Opinion of the Advocate General – Collective Redundancy Consultation

In Akavan Erityisalojen Keskusliitto AEK ry and others v Fujitsu Siemens Computers Oy (C-44/08), a case concerning the EC Collective Redundancies Directive (the "Directive"), the Advocate General held that the Directive's provisions regarding collective consultation are not automatically triggered where an employer proposes to take, or actually takes measures as a result of which collective redundancies are to be expected. The duty to consult will only arise where the employer intends to make collective redundancies or at least anticipates that collective redundancies may be a possibility as a result of the planned measures.

In addition, the Advocate General held that in cases involving a group of undertakings, where a parent company contemplates redundancies, the employer's duty to consult only arises once the parent company has identified the affected subsidiary. However, before the parent company makes the final decision to dismiss, the subsidiary employer must have concluded the process of collective consultation.

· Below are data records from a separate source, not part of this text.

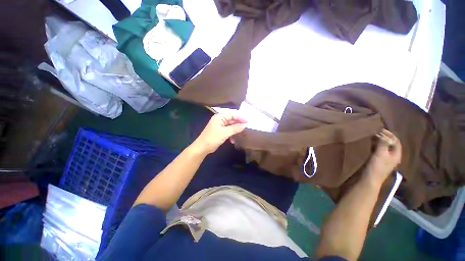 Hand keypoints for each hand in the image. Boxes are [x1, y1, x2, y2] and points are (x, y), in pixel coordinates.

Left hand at [192, 113, 246, 154]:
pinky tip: (233, 140)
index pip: (232, 114)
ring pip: (230, 126)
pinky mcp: (219, 132)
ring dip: (235, 130)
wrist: (202, 147)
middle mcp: (219, 120)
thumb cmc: (213, 138)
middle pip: (231, 120)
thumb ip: (235, 128)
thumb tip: (243, 125)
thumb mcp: (225, 133)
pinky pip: (227, 131)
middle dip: (238, 124)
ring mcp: (219, 126)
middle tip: (246, 127)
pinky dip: (231, 135)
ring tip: (240, 134)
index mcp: (219, 117)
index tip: (247, 121)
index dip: (240, 117)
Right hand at [363, 129, 401, 185]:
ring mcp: (386, 159)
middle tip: (375, 132)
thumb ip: (383, 143)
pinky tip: (370, 145)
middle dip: (384, 137)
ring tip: (372, 137)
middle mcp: (393, 156)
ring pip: (385, 147)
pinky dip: (376, 146)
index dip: (390, 134)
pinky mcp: (379, 161)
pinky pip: (379, 150)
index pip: (396, 141)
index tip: (380, 129)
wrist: (370, 179)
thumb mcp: (381, 154)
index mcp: (396, 154)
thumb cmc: (377, 166)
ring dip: (379, 141)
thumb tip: (383, 133)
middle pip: (391, 144) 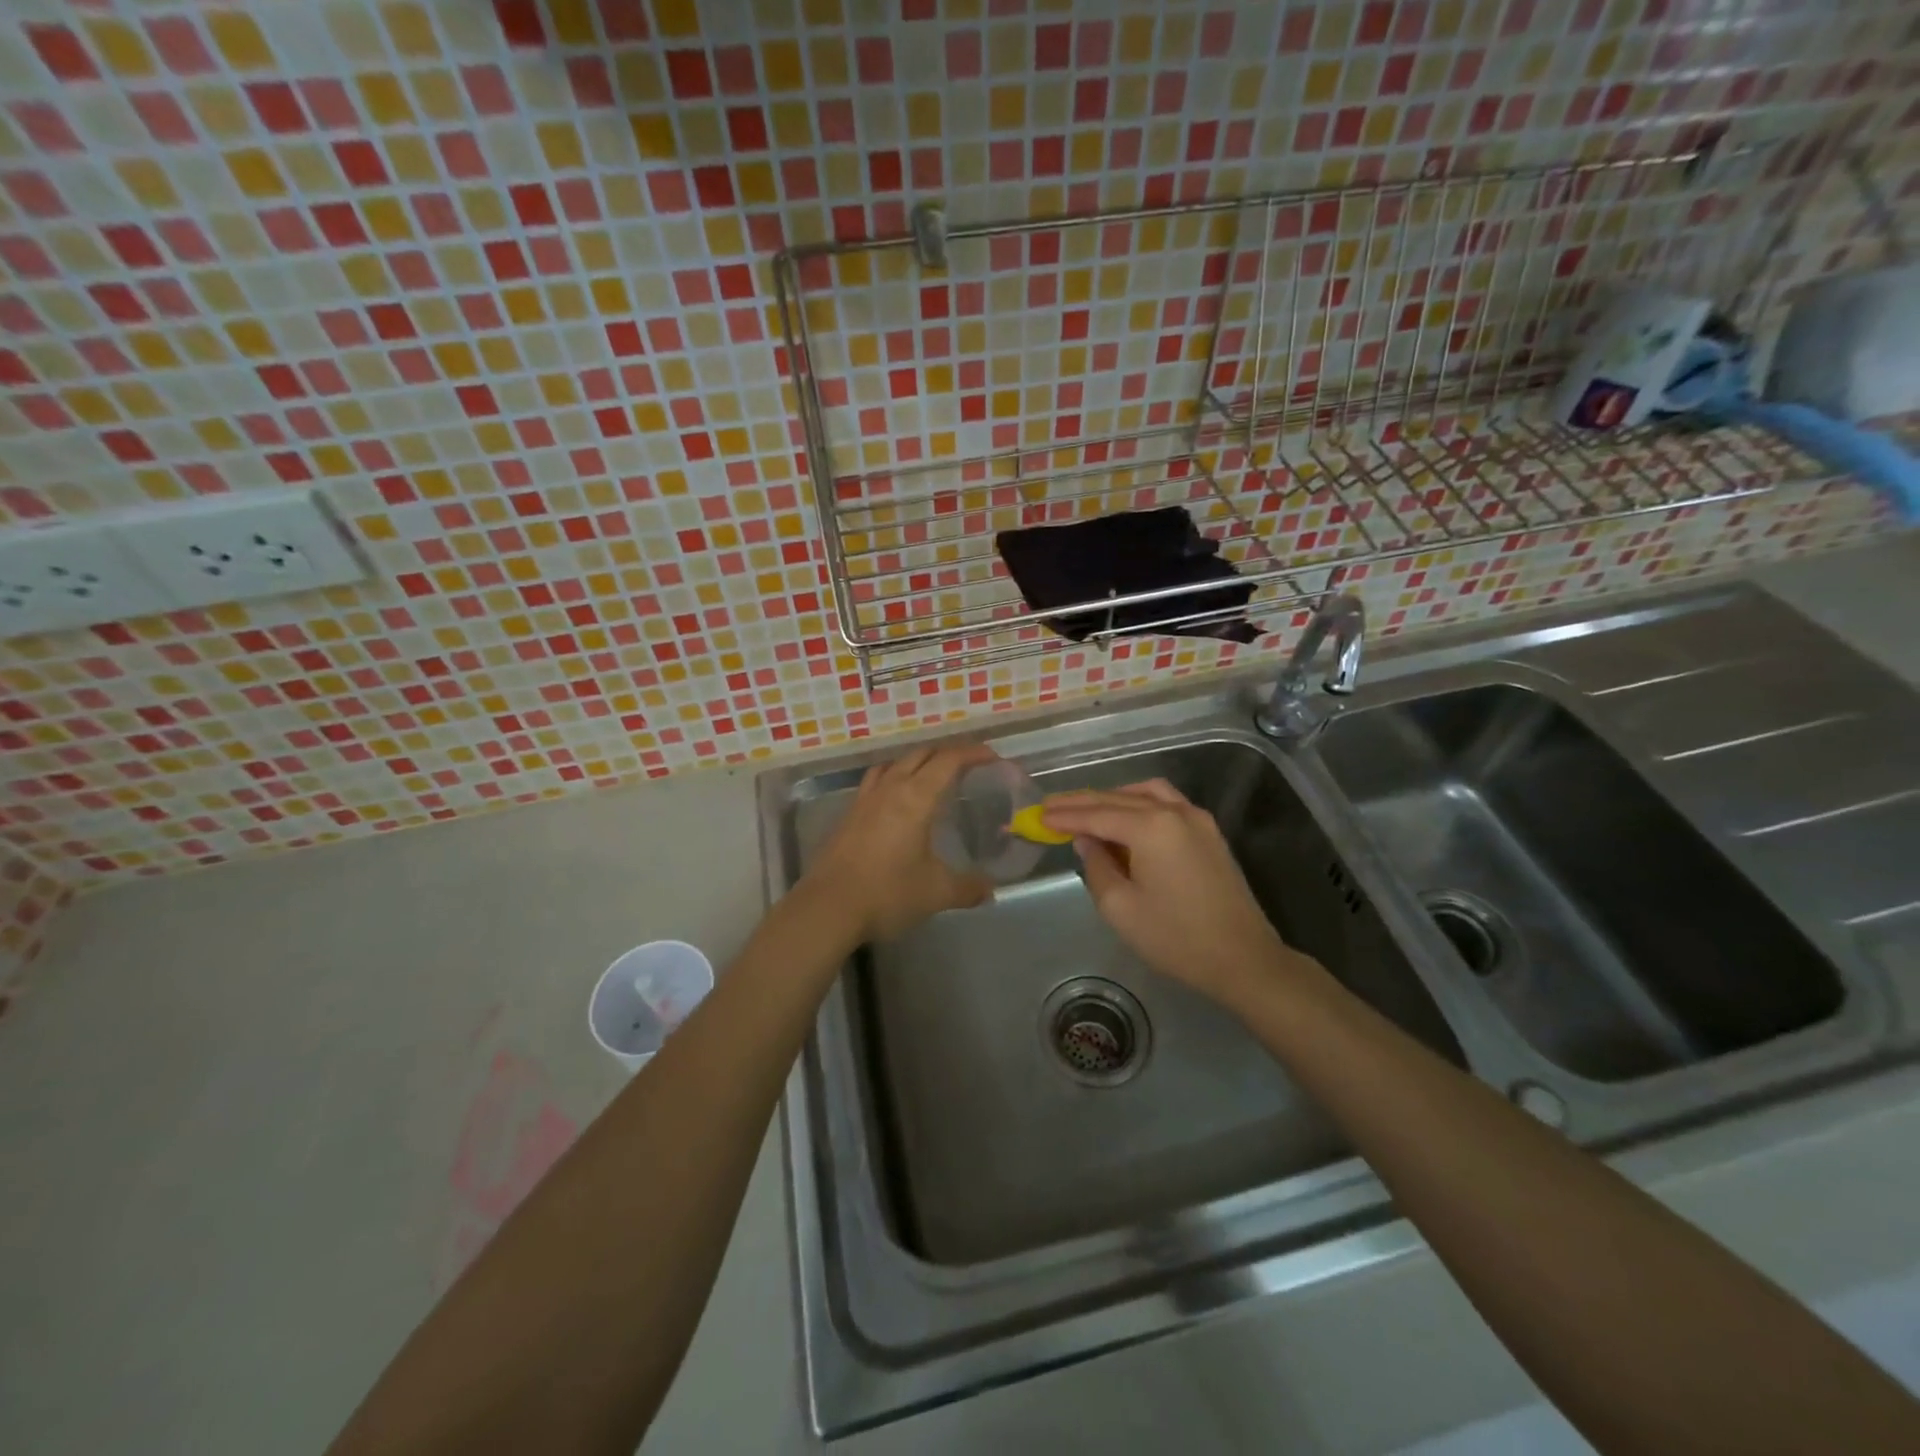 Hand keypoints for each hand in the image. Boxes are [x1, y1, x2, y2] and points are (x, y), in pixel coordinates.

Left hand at [804, 743, 996, 941]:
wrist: (828, 908)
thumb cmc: (887, 893)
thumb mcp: (936, 892)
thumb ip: (967, 888)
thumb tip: (990, 890)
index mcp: (916, 798)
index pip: (948, 761)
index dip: (972, 753)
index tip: (992, 757)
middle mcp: (890, 789)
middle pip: (920, 755)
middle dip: (947, 754)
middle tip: (968, 766)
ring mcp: (864, 800)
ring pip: (894, 764)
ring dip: (917, 762)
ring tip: (931, 778)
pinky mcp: (848, 815)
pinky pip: (875, 782)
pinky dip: (893, 779)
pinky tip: (896, 802)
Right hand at [1041, 780, 1308, 1006]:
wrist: (1243, 959)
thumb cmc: (1176, 938)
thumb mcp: (1121, 908)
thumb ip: (1096, 866)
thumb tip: (1086, 841)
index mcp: (1151, 827)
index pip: (1096, 815)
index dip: (1064, 816)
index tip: (1036, 816)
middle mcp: (1174, 811)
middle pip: (1118, 799)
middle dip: (1081, 803)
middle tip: (1049, 808)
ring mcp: (1196, 818)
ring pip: (1144, 794)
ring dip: (1111, 799)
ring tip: (1084, 810)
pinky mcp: (1208, 832)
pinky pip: (1165, 803)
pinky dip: (1138, 803)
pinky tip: (1124, 817) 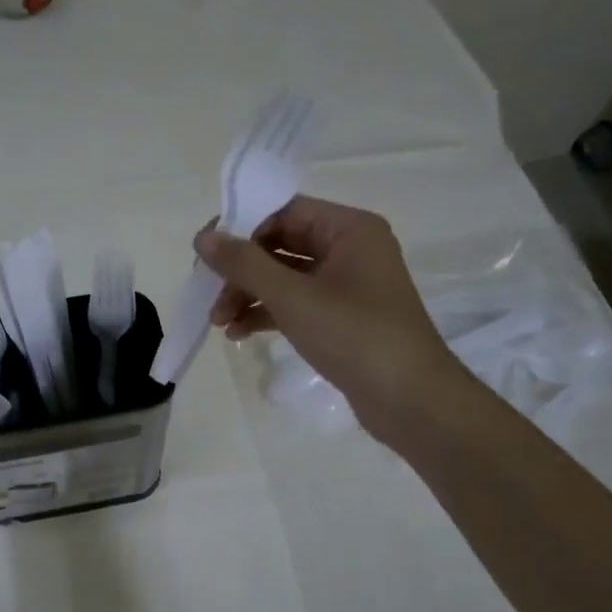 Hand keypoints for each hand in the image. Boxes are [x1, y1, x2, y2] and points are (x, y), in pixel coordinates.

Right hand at [196, 196, 463, 443]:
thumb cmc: (354, 336)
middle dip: (241, 270)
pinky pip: (295, 303)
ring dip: (248, 295)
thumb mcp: (293, 297)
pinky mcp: (341, 318)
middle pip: (281, 245)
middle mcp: (350, 249)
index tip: (205, 255)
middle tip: (208, 294)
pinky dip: (267, 313)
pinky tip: (239, 333)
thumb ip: (244, 264)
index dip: (241, 229)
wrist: (409, 400)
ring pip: (284, 277)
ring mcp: (347, 285)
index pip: (284, 211)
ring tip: (219, 322)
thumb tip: (202, 238)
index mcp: (349, 229) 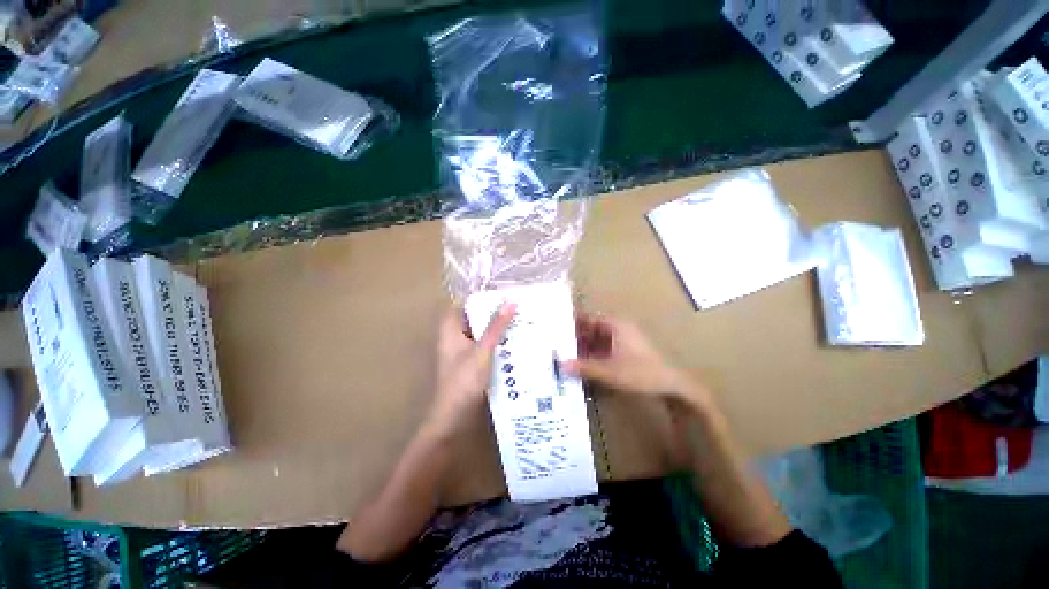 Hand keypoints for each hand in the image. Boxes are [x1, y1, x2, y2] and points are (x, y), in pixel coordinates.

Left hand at [428, 304, 515, 433]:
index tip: (498, 292)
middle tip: (514, 305)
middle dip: (491, 311)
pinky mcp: (471, 364)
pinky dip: (496, 342)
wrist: (455, 418)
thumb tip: (510, 302)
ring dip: (495, 327)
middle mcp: (454, 339)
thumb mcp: (482, 351)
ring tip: (518, 319)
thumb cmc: (464, 381)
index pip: (460, 305)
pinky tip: (513, 341)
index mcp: (450, 331)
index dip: (476, 297)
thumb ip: (496, 327)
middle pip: (472, 318)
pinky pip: (484, 346)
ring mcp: (462, 352)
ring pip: (480, 333)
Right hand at [561, 313, 709, 410]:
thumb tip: (560, 364)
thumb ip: (584, 367)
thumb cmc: (641, 372)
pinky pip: (605, 349)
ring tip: (566, 356)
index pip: (587, 318)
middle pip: (591, 329)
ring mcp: (624, 340)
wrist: (673, 386)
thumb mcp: (609, 371)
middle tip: (557, 345)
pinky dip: (593, 355)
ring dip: (584, 348)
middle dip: (575, 337)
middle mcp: (618, 329)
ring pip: (597, 340)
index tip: (555, 329)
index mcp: (615, 325)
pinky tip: (584, 365)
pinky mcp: (627, 352)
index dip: (572, 323)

The collective consultation requirements in the Directive are implemented in the United Kingdom by the Trade Unions and Labour Relations (Consolidation) Act 1992 ("TULRCA"). The Employment Appeal Tribunal has interpreted TULRCA as far as possible in line with the Directive's requirements and any European Court of Justice ("ECJ") decision on the meaning of the Directive will have an impact on English law in this area. The opinion of the Advocate General in this case is similar to the current "proposing to dismiss" test in TULRCA. The ECJ decision is expected towards the end of this year.